§ **Your task**:
Answer with a number only, giving how many lines in the data below include "Szarych".

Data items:
+ + +
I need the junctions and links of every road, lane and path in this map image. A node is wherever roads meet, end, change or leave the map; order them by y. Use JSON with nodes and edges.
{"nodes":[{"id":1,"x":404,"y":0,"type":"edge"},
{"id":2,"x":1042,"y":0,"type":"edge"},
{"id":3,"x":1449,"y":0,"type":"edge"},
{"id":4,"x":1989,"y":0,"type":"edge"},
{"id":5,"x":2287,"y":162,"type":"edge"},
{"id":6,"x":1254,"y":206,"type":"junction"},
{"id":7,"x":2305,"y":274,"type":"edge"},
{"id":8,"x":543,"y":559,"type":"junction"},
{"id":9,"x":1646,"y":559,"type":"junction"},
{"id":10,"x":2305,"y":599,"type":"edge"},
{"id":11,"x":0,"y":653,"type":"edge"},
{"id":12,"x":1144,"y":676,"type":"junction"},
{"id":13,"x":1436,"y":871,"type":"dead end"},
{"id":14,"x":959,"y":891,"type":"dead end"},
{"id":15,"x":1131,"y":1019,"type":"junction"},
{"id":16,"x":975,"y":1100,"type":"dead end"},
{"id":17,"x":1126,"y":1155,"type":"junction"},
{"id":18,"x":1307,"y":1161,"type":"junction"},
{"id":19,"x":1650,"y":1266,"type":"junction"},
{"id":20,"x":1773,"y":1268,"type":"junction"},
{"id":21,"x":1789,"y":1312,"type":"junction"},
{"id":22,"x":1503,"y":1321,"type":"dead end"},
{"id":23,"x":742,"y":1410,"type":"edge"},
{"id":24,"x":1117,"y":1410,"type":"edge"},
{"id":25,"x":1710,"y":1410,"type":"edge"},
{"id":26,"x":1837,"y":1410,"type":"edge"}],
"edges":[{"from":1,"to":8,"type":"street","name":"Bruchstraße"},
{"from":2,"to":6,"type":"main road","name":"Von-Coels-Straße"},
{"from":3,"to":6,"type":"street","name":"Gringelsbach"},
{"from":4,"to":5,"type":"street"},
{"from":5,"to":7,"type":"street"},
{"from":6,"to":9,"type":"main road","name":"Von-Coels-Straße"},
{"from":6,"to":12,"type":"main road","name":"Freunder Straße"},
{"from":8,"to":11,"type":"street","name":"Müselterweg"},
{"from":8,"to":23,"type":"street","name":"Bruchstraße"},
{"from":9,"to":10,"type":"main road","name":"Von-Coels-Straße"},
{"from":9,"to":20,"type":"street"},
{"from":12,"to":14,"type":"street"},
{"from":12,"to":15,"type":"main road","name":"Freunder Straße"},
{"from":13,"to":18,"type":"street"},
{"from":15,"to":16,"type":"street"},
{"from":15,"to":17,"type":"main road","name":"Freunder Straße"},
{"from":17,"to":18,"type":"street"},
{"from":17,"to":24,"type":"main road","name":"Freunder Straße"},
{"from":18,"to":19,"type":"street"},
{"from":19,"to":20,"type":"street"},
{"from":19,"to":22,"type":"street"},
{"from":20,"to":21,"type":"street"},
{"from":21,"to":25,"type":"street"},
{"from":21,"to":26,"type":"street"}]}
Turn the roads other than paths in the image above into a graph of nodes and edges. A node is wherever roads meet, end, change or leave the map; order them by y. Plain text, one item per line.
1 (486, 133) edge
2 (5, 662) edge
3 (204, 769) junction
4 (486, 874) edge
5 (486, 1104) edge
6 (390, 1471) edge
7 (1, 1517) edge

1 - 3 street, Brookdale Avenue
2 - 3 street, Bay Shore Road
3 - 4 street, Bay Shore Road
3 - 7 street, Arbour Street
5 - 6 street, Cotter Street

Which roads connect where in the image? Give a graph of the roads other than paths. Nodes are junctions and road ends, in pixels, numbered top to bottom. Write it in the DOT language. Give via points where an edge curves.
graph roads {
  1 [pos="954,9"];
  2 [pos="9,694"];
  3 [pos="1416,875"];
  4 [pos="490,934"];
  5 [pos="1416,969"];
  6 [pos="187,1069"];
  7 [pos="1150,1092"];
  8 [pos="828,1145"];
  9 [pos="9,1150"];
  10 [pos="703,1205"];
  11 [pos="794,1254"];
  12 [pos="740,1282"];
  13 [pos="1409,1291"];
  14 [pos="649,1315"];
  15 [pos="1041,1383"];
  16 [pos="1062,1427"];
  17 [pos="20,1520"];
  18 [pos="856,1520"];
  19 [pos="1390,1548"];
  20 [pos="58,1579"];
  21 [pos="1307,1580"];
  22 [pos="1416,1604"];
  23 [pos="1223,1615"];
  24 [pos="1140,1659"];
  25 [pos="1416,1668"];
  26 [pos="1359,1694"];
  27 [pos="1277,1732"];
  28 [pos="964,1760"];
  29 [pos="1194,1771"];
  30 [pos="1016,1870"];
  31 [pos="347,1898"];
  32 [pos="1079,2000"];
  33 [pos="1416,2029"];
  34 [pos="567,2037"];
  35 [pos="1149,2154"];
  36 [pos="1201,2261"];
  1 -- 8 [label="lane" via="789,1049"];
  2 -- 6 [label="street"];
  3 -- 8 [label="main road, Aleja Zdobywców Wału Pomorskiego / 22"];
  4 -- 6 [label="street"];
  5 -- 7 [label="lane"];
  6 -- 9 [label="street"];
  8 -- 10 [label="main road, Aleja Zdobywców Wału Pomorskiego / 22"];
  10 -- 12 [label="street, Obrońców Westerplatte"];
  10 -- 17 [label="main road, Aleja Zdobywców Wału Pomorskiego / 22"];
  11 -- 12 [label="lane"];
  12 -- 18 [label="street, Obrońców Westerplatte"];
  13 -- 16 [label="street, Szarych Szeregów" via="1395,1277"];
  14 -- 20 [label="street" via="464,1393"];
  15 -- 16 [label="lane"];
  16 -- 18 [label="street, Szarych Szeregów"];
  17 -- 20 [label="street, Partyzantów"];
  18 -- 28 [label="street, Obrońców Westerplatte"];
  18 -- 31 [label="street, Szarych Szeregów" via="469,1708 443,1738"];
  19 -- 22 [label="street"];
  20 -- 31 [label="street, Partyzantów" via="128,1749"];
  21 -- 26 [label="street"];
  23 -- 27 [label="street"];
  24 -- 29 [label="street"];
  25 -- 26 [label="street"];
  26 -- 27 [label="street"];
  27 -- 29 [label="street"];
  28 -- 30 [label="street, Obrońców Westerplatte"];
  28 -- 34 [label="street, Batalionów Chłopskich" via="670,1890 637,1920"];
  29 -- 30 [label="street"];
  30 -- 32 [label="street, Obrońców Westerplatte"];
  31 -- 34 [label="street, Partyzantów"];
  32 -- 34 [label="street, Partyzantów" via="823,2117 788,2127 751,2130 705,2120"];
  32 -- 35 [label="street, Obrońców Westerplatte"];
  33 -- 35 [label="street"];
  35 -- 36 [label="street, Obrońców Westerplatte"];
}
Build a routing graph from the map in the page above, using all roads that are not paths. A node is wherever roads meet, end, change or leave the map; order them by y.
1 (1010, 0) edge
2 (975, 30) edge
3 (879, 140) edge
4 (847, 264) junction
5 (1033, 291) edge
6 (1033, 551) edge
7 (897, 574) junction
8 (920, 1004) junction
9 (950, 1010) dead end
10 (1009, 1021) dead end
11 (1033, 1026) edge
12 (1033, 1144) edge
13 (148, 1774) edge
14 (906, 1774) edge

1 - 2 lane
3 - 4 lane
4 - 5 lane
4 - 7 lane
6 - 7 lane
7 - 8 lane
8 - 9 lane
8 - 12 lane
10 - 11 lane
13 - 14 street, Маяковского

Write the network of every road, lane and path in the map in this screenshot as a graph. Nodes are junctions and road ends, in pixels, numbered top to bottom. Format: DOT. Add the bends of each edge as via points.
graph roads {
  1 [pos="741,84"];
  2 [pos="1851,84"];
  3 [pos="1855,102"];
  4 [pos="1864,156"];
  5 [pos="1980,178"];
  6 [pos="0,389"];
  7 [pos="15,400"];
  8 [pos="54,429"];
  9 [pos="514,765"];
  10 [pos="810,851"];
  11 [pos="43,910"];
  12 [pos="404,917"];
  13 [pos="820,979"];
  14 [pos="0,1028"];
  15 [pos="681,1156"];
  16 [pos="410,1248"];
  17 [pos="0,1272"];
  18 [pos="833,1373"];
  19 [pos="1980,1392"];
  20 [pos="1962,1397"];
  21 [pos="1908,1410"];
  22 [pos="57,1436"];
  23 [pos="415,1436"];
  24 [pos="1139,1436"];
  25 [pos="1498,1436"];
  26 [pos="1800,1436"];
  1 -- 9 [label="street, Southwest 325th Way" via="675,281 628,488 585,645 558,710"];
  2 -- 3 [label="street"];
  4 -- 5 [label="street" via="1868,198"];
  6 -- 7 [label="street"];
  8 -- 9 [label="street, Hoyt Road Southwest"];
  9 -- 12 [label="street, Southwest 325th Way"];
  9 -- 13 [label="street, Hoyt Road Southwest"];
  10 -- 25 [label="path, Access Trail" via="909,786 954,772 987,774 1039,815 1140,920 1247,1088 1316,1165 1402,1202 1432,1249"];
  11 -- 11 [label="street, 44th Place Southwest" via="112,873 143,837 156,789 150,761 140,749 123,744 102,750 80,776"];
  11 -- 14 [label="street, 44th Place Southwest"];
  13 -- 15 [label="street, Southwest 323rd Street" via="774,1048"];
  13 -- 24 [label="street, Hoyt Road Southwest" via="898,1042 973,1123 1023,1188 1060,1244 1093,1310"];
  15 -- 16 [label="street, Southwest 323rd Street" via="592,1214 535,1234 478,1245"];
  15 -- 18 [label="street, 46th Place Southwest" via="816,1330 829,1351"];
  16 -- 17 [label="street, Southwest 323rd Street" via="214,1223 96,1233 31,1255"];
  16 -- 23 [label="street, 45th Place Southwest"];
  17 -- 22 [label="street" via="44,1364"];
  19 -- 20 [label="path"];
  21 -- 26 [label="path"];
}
+ + +
§ **Exercise result**:
3